Imagine a user claims their data was deleted without consent. You check the logs only to find… nothing. No record, no timeline, no defense.
When building a product, especially one that handles sensitive data, there inevitably comes a point where you need to implement a system for auditing user actions.
An audit system acts as a detailed record of what happened, who did it, and when it occurred. This isn't about logging activity for internal curiosity, it’s a critical layer of accountability and traceability that protects the company against legal risks, compliance violations, and potential disputes.
Audit logging won’t help your sales team close a deal, and it doesn’t make the UI prettier, but it’s critical infrastructure.

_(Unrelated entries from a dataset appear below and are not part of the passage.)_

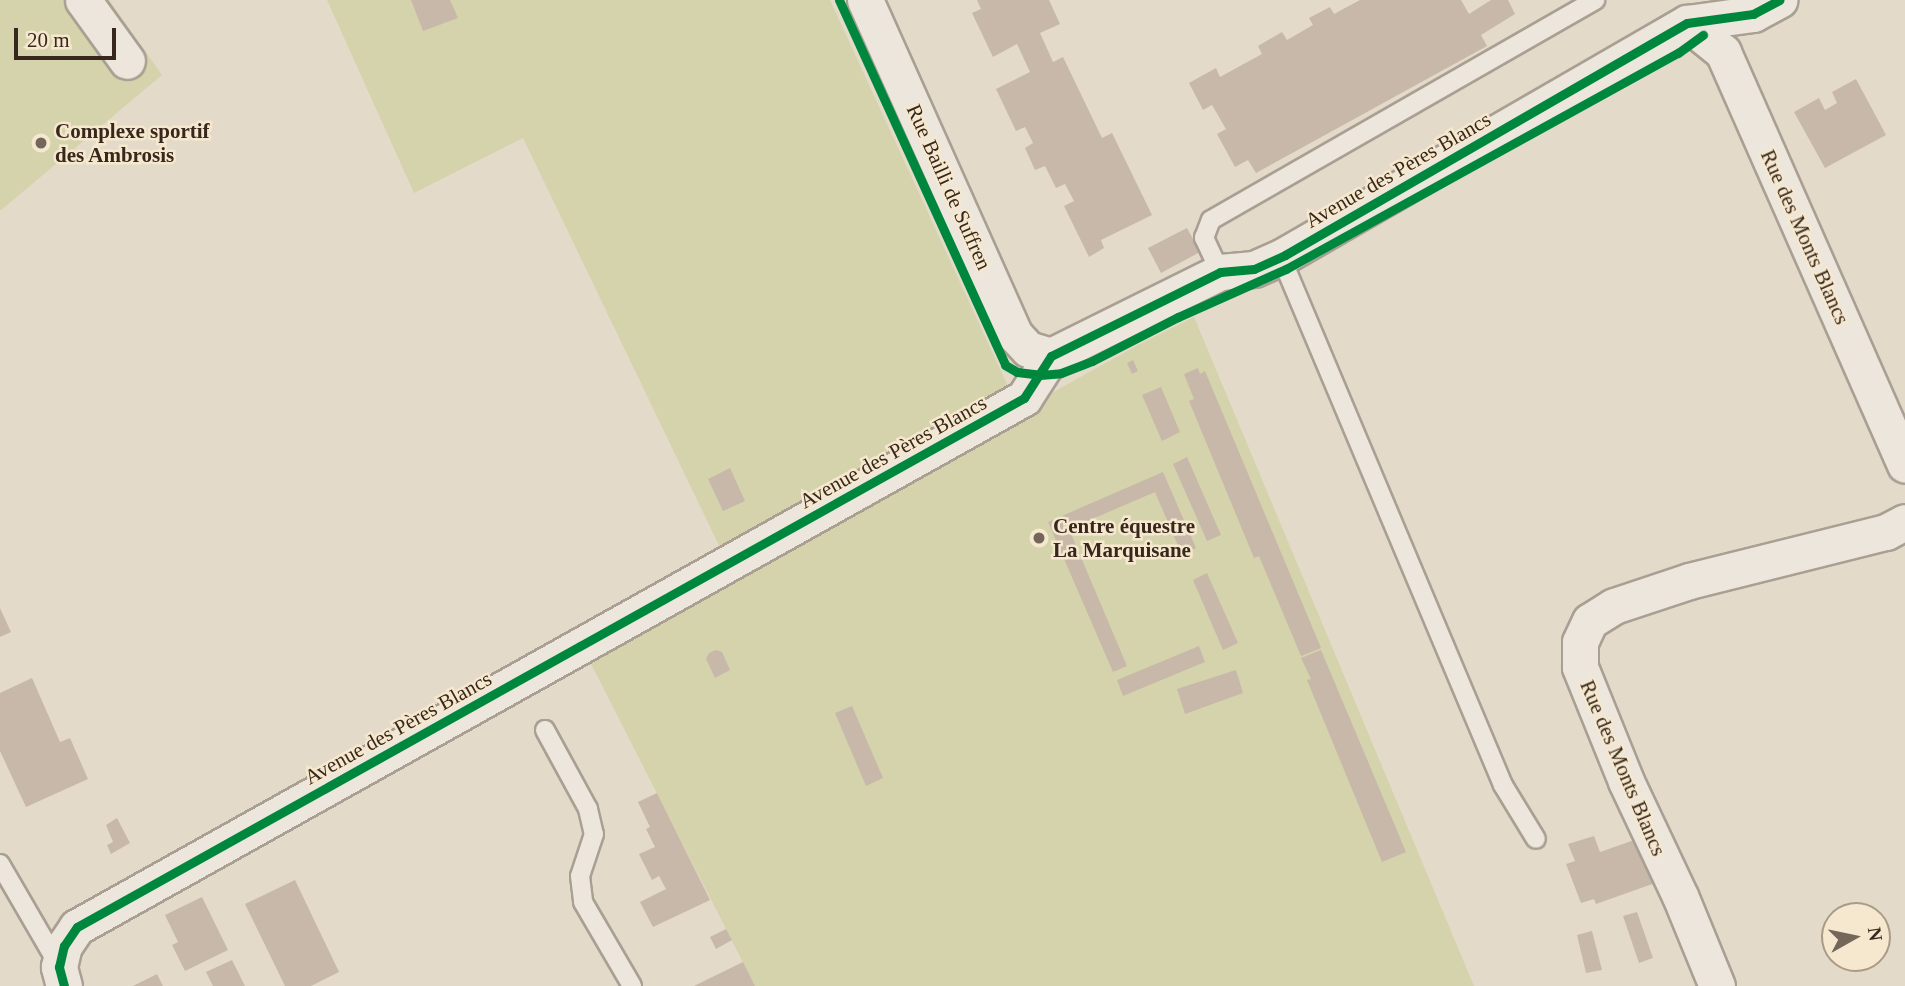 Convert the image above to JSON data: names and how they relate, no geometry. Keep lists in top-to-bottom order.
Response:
{
  "streets": {
    "street": ["Avenue des Pères Blancs", "Rue Bailli de Suffren", "Rue des Monts Blancs"]
  },
  "crossings": [
    ["Avenue des Pères Blancs", "Rue Bailli de Suffren"],
    ["Avenue des Pères Blancs", "Rue des Monts Blancs"]
  ],
  "places": ["Complexe sportif des Ambrosis", "Centre équestre La Marquisane"],
  "scale_bar": "20 m",
  "north": "right"
} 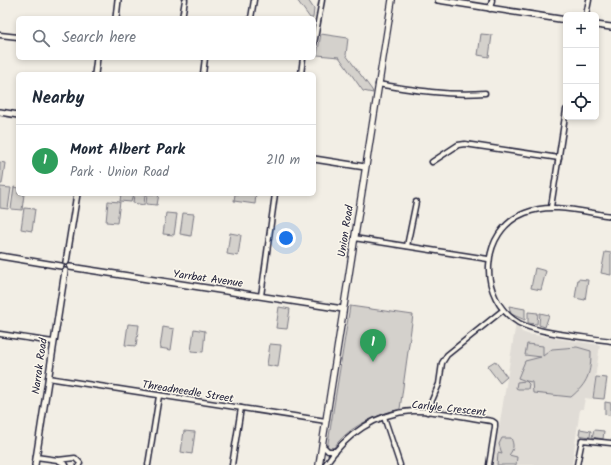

And because it often flies under the radar, it’s easy to under-invest in it until it’s too late.
The challenge is to strike the right balance: building an audit system that’s reliable without becoming a drag on product velocity or budget. And that's what we'll talk about today.
From the beginning, I knew the system had to be serverless. Since audit logging is not a high-frequency operation, there was no reason to keep a virtual machine running 24/7 just to handle occasional events.
The more difficult question was: where should we store the logs?
Logs are inherently unstructured, so my first instinct was to use a NoSQL database, specifically MongoDB. But a MongoDB Cluster can get really expensive as the system grows, so I needed a way to keep my cluster as small as possible.
So I decided on a hybrid approach: keep recent logs in MongoDB for easy access, and move older records to a cheaper, long-term storage like AWS S3. Eventually, we could even migrate the oldest logs into colder storage tiers such as AWS Glacier.
Let's break down the costs of this architecture:
In the first approach the MongoDB is clearly the most expensive component of the infrastructure. I was confident there had to be a more cost-effective alternative that still met the system's requirements.
After some research, I found what seemed like a optimal solution: AWS Athena. Athena is a serverless query engine that lets you run SQL-like queries directly on data stored in AWS S3, and you only pay per query and the amount of data scanned.
The key to using Athena efficiently is to strategically partition your data in S3 based on your application's access patterns. In my case, a single partition by date was enough. This allows the system to efficiently retrieve records from the last N days without scanning the entire dataset.
The data in S3 can be stored in .json.gz
or .parquet
files, in my case I chose .json.gz
to retain the flexibility of unstructured documents, just like in MongoDB.
It’s worth noting that as the dataset grows, Athena queries will slow down, often taking a few seconds to execute. But for an audit logging system, that tradeoff is typically acceptable.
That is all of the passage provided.